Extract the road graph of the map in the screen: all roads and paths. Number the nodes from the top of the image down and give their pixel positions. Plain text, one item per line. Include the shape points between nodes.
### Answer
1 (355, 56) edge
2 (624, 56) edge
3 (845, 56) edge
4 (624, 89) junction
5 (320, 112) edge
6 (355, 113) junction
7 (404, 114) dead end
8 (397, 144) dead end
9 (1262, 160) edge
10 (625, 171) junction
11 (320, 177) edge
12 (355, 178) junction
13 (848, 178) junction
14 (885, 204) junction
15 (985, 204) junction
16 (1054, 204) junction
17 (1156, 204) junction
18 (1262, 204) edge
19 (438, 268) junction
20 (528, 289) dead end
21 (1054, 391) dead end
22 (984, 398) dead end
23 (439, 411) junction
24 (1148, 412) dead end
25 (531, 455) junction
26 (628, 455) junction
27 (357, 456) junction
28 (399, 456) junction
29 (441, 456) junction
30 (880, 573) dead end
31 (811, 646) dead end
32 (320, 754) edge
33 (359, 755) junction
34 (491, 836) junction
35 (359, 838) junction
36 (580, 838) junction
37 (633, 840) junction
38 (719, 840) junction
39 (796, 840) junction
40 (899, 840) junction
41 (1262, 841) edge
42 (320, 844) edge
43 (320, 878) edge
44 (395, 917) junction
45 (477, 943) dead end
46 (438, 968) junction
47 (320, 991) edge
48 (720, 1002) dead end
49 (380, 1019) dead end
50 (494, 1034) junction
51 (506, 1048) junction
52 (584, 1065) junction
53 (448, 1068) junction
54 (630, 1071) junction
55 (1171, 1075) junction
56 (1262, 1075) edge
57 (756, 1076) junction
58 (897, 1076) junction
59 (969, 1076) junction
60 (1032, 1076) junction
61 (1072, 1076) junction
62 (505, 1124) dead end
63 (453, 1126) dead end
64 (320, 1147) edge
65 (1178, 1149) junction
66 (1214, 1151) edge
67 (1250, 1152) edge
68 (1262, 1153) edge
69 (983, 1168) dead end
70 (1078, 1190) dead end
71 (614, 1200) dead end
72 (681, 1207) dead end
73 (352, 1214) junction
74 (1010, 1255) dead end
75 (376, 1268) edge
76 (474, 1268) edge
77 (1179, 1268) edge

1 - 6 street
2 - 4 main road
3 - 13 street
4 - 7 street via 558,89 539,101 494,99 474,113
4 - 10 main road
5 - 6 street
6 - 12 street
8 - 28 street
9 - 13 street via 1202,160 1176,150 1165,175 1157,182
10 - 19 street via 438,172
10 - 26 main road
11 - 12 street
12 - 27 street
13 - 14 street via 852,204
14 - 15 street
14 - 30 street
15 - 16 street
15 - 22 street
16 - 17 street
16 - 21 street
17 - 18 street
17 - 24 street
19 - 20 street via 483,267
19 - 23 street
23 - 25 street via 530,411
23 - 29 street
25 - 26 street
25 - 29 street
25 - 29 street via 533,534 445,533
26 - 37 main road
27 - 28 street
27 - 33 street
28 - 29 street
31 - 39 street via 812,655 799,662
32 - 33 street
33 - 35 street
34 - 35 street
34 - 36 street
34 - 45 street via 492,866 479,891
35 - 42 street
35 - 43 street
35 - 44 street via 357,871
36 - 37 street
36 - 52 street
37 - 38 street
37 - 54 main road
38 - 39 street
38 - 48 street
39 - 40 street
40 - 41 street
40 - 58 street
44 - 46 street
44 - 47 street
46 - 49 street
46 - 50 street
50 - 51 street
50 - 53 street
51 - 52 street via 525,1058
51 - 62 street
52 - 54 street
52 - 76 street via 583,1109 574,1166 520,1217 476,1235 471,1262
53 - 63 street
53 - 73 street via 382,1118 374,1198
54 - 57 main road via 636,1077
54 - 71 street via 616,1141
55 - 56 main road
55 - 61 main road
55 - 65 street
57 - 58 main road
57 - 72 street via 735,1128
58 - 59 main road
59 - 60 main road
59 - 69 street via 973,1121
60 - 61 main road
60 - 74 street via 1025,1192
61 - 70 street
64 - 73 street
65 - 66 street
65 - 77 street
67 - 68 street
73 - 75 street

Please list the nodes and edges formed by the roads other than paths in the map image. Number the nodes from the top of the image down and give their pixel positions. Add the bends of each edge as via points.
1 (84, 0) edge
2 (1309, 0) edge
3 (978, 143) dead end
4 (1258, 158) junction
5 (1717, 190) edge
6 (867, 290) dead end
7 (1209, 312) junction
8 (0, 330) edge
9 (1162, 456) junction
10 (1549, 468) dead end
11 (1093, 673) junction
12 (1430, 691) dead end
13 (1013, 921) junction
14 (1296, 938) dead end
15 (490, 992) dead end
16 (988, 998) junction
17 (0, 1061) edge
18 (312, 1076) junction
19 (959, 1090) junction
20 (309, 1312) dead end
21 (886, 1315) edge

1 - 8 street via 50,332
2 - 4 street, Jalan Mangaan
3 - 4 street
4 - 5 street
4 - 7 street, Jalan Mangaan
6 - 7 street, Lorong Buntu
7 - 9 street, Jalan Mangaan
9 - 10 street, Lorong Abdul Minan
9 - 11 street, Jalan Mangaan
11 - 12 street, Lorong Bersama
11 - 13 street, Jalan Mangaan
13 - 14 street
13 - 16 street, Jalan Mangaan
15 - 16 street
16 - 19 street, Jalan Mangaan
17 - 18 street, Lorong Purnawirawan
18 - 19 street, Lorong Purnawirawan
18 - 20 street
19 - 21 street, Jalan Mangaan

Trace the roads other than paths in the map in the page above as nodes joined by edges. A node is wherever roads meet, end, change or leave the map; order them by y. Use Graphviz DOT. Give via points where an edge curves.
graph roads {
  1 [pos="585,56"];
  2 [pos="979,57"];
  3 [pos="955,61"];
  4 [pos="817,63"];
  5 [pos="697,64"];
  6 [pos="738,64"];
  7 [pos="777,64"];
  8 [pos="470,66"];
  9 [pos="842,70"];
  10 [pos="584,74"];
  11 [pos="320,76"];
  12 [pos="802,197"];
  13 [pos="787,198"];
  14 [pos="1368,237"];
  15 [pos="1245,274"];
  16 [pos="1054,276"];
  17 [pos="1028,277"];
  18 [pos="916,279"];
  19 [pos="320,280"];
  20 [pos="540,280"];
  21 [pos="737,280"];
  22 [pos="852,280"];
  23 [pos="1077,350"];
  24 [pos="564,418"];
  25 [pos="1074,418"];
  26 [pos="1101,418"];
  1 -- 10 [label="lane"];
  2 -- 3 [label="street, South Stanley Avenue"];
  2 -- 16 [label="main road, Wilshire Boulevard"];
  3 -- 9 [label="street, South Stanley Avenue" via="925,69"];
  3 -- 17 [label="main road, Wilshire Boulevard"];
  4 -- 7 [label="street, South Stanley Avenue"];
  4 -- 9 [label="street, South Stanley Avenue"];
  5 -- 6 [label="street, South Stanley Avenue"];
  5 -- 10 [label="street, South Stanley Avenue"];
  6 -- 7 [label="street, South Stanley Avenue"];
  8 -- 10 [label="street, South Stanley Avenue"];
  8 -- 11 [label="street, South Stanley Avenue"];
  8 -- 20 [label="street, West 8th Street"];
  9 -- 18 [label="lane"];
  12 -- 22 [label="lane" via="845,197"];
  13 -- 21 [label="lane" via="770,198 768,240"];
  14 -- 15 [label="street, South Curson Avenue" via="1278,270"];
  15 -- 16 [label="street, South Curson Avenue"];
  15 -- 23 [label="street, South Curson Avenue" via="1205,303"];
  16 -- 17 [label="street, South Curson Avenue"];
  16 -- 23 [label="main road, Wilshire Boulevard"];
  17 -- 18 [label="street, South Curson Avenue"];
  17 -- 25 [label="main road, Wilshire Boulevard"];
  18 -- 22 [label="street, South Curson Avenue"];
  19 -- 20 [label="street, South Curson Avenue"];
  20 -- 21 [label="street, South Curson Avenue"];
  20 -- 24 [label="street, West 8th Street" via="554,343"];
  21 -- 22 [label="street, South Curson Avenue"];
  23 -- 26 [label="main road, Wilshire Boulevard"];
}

- **What is required**: Look for the word "Mangaan" throughout the material above and copy every line that has it.

- **Response to the task**:
2 - 4 street, Jalan Mangaan
4 - 7 street, Jalan Mangaan
7 - 9 street, Jalan Mangaan
9 - 11 street, Jalan Mangaan
11 - 13 street, Jalan Mangaan
13 - 16 street, Jalan Mangaan
16 - 19 street, Jalan Mangaan
19 - 21 street, Jalan Mangaan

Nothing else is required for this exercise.